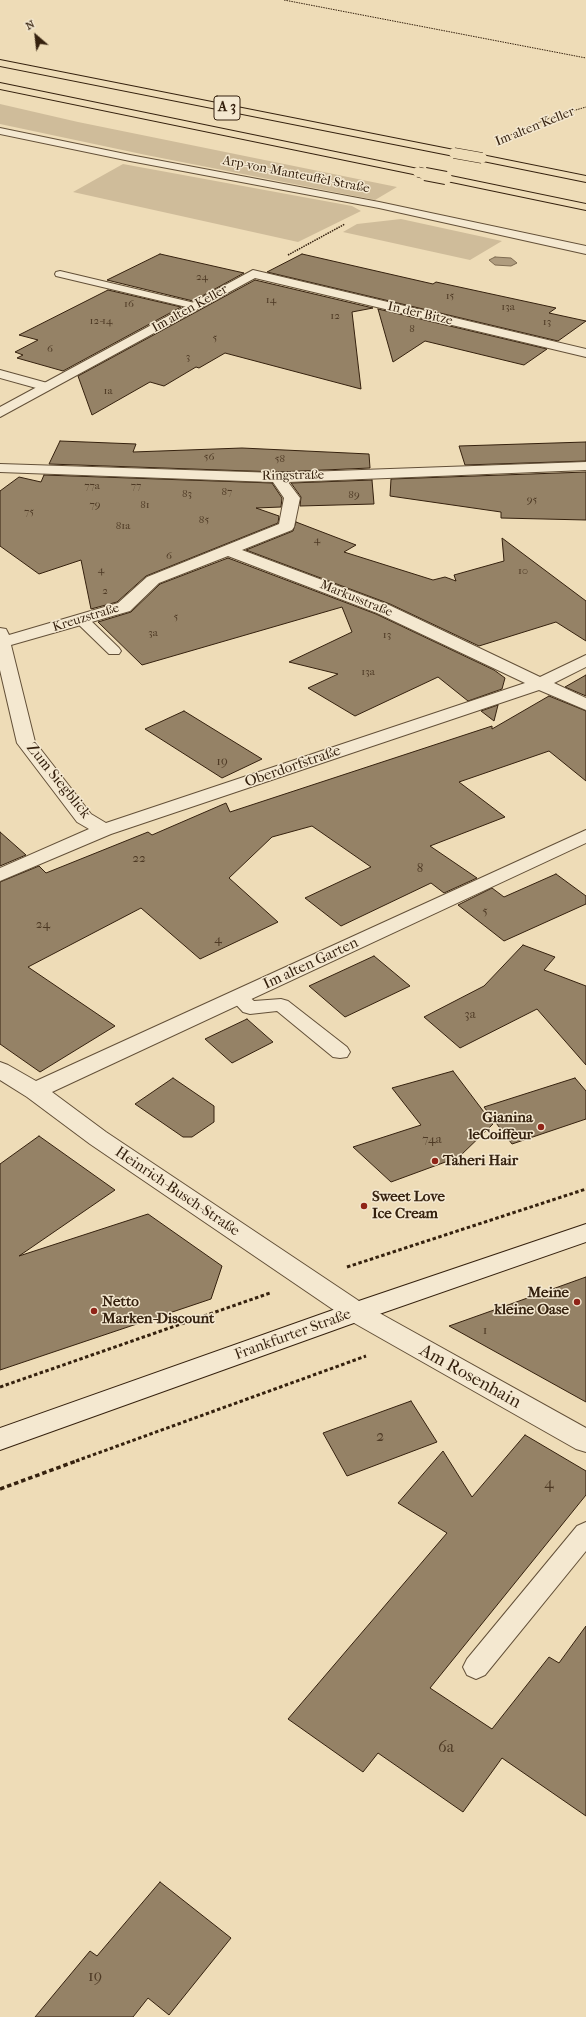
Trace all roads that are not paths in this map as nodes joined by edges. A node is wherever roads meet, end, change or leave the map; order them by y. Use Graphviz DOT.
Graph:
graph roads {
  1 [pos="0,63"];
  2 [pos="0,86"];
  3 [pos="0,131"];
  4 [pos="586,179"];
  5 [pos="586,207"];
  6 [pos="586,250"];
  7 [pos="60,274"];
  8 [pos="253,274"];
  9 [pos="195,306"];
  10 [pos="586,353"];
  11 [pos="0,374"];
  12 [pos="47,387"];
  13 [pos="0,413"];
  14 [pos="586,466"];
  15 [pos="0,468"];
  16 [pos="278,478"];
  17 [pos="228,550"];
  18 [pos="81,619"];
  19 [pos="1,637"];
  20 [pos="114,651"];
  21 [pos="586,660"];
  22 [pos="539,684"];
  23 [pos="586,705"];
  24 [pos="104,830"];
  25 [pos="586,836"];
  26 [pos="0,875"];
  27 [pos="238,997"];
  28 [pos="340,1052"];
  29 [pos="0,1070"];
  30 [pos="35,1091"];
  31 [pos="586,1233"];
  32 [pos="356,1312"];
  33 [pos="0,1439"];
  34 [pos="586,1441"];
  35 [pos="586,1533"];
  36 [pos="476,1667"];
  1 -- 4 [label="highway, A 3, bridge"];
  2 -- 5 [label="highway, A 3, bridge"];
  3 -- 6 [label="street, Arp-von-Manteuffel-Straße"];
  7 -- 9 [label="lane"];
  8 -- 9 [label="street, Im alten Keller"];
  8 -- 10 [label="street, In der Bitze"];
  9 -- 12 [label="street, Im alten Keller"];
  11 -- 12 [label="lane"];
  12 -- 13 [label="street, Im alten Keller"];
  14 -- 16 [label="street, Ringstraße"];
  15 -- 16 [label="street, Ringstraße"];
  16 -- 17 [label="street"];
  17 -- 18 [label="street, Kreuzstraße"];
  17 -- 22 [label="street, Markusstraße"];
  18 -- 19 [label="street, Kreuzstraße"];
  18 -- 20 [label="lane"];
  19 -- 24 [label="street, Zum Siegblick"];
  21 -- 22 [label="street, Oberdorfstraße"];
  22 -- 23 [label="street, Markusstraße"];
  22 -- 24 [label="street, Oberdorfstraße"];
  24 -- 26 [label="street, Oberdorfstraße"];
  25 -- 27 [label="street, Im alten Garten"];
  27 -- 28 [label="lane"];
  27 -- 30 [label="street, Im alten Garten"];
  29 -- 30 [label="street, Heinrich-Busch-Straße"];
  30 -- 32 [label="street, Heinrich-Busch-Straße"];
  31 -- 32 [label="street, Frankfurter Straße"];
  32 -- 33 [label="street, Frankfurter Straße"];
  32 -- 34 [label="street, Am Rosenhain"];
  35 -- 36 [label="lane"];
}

__________________________________________________

▸ **What is needed**
Reply with every line of the listing that has the string "roads".

▸ **Expected output**
Trace all roads that are not paths in this map as nodes joined by edges. A node is wherever roads meet, end, change or leave the map; order them by y. Use Graphviz DOT.
graph roads {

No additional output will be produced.